Once the model is fitted, the next step is calibration. This process uses the calibration set to compute
nonconformity scores, which are essential for calculating the p-values required to produce valid prediction regions.

```python
wrapper.calibrate(X_calib, y_calib)
```

> [!NOTE]
> **Switching Underlying Scikit-Learn Strategies** :
> You can switch the classification strategy or update its parameters. If the wrapper detects a change (via fingerprinting) during calibration, it will automatically retrain the new model on the cached proper training data.
>
> ```python
> from sklearn.neighbors import KNeighborsClassifier
> from sklearn.multioutput import ClassifierChain
>
> # Switch strategy to Classifier Chains with KNN
> wrapper.strategy = ClassifierChain(KNeighborsClassifier())
> wrapper.kwargs = {'estimator__n_neighbors': 5}
>
> # Trigger automatic retraining and calibration
> wrapper.calibrate(X_calib, y_calib)
> ```

Finally, we generate prediction regions for the test set using the predict method.

```python
prediction_regions_obj = wrapper.predict(X_test)
```

The predict method returns a PredictionRegions container holding the conformal prediction regions for each sample.
You can query this object to extract valid label sets at a specific significance level
(e.g., $\alpha=0.1$ for 90% confidence) or multiple levels (e.g., $\alpha=[0.05, 0.1, 0.2]$).
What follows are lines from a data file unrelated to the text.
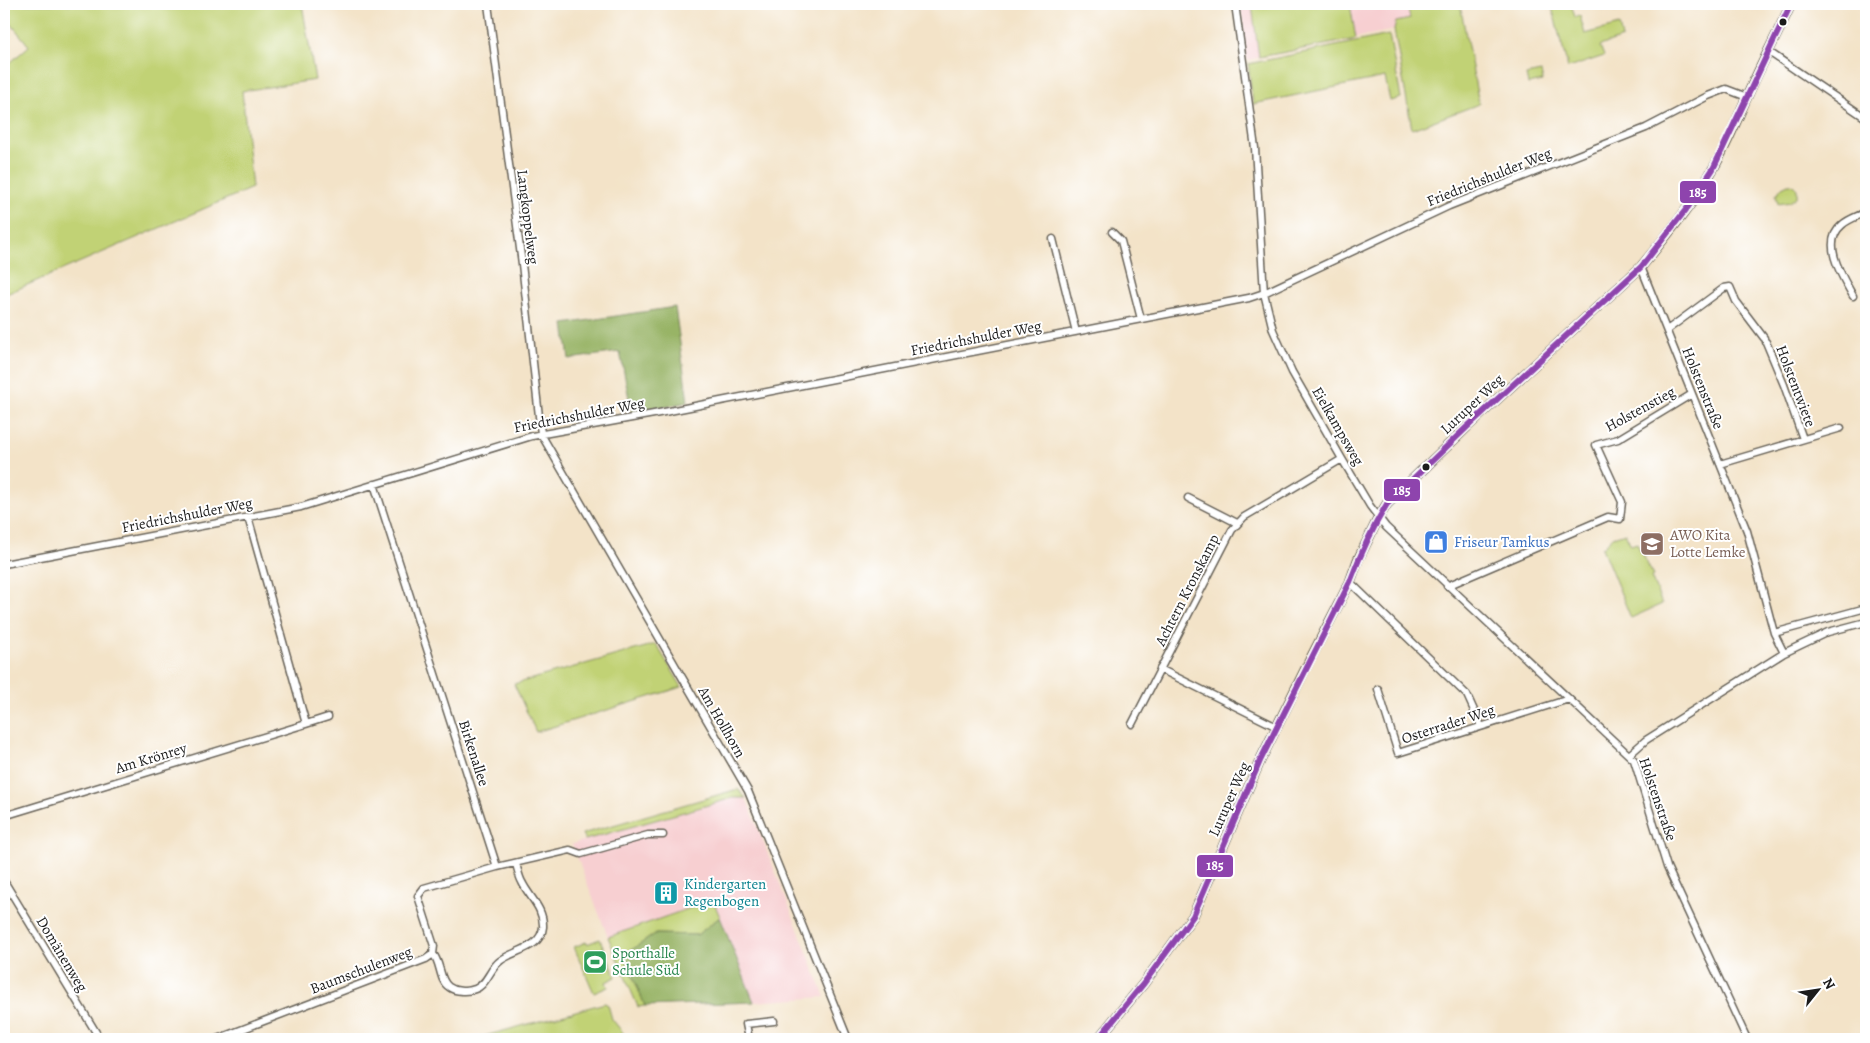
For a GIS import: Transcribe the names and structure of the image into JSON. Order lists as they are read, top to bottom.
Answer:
{
  "streets": {
    "street": [
      "Friedrichshulder Weg",
      "Langkoppelweg",
      "Holstentwiete",
      "Holstenstraße",
      "Luruper Weg",
      "Holstenstieg",
      "Eielkampsweg",
      "Achtern Kronskamp",
      "Am Hollhorn",
      "Osterrader Weg",
      "Birkenallee",
      "Am Krönrey",
      "Domänenweg",
      "Baumschulenweg"
    ]
  },
  "crossings": [
    ["Friedrichshulder Weg", "Langkoppelweg"],
    ["Friedrichshulder Weg", "Luruper Weg"],
    ["Friedrichshulder Weg", "Eielkampsweg"],
    ["Friedrichshulder Weg", "Am Hollhorn"],
    ["Friedrichshulder Weg", "Birkenallee"],
    ["Langkoppelweg", "Am Hollhorn"],
    ["Holstentwiete", "Holstenstraße"],
    ["Holstenstraße", "Luruper Weg"],
    ["Holstenstraße", "Holstenstieg"],
    ["Holstenstraße", "Eielkampsweg"],
    ["Luruper Weg", "Eielkampsweg"],
    ["Luruper Weg", "Achtern Kronskamp"],
    ["Holstenstieg", "Eielkampsweg"],
    ["Eielkampsweg", "Achtern Kronskamp"],
    ["Eielkampsweg", "Osterrader Weg"],
    ["Birkenallee", "Baumschulenweg"]
  ],
  "places": {
    "shop": ["Friseur Tamkus"],
    "school or university": ["AWO Kita Lotte Lemke"],
    "building": ["Kindergarten Regenbogen"],
    "sports": ["Sporthalle Schule Süd"]
  },
  "lines": ["transit line 185"],
  "north": "top right"
}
The label-sets are returned as multi-hot vectors. In the example below, we retrieve the valid label combinations
for the first sample in the test set.

```python
prediction_sets = prediction_regions_obj(significance_level=0.1)
print(prediction_sets[0])
```

```text
tensor([[0, 0, 0,  ..., 1, 1, 0],
        [0, 0, 0,  ..., 1, 0, 0],
        [0, 0, 0,  ..., 1, 1, 0],
        ...,
        [1, 1, 1,  ..., 1, 1, 0],
        [1, 1, 1,  ..., 0, 0, 0],
        [1, 1, 1,  ..., 1, 1, 0]], dtype=torch.int32)
```

Equivalent one-liner:

```python
prediction_sets = wrapper.predict(X_test)(significance_level=0.1)
```

> [!NOTE]
> **Penalty Weights Update**: We update the penalty weights on-the-fly without retraining the model.
>
> ```python
> wrapper.icp.weight_hamming = 1.5
> wrapper.icp.weight_cardinality = 0.5
>
> # Predict with new penalties
> updated_prediction_sets = wrapper.predict(X_test)(significance_level=0.1)
>```

> [!NOTE]
> **Accessing P-Values**: You also have direct access to the raw p-values for every possible label combination.
> Below, we print the p-values for the first test sample.
>
> ```python
> print(prediction_regions_obj.p_values[0])
>```
>
> ```text
> tensor([0.0627, 0.0015, 0.0719,  ..., 0.0015, 0.0015, 0.0015])
> ```


The `evaluate` method provides a convenient way to calculate performance metrics, including Coverage, 
N-Criterion, S-Criterion, and statistical validity via the KS-test. Additionally, it can return the p-values
corresponding to the true labels.

The method requires the **ground truth labels** (`true_labelsets`) and the desired **significance level**.
All other metric-specific arguments are optional boolean flags, which default to `True` if not specified.

```python
metrics = prediction_regions_obj.evaluate(
    return_true_label_p_value = False,
    return_coverage=True,
    return_n_criterion=True,
    return_s_criterion=True,
    return_ks_test=True,
    true_labelsets=y_test,
    significance_level=0.1,
)

print(metrics)
```

```text
{
'coverage': 0.9008264462809917,
 'n_criterion': 858.8636363636364,
 's_criterion': 412.99029541015625,
 'ks_test_metrics': {
                    'ks_statistic': np.float64(0.05622110017075027),
                    'ks_p_value': np.float64(0.4135919018220534),
                    'is_valid': np.True_
                    }
 }
```


## Alternative usage
You can also use the InductiveConformalPredictor class as a standalone engine if you prefer to manage the underlying
classifier yourself or not using Scikit-Learn. In this mode, you must provide the **predicted probabilities** for the
proper training, calibration, and test sets, as well as the **ground truth labels** for the training and calibration sets.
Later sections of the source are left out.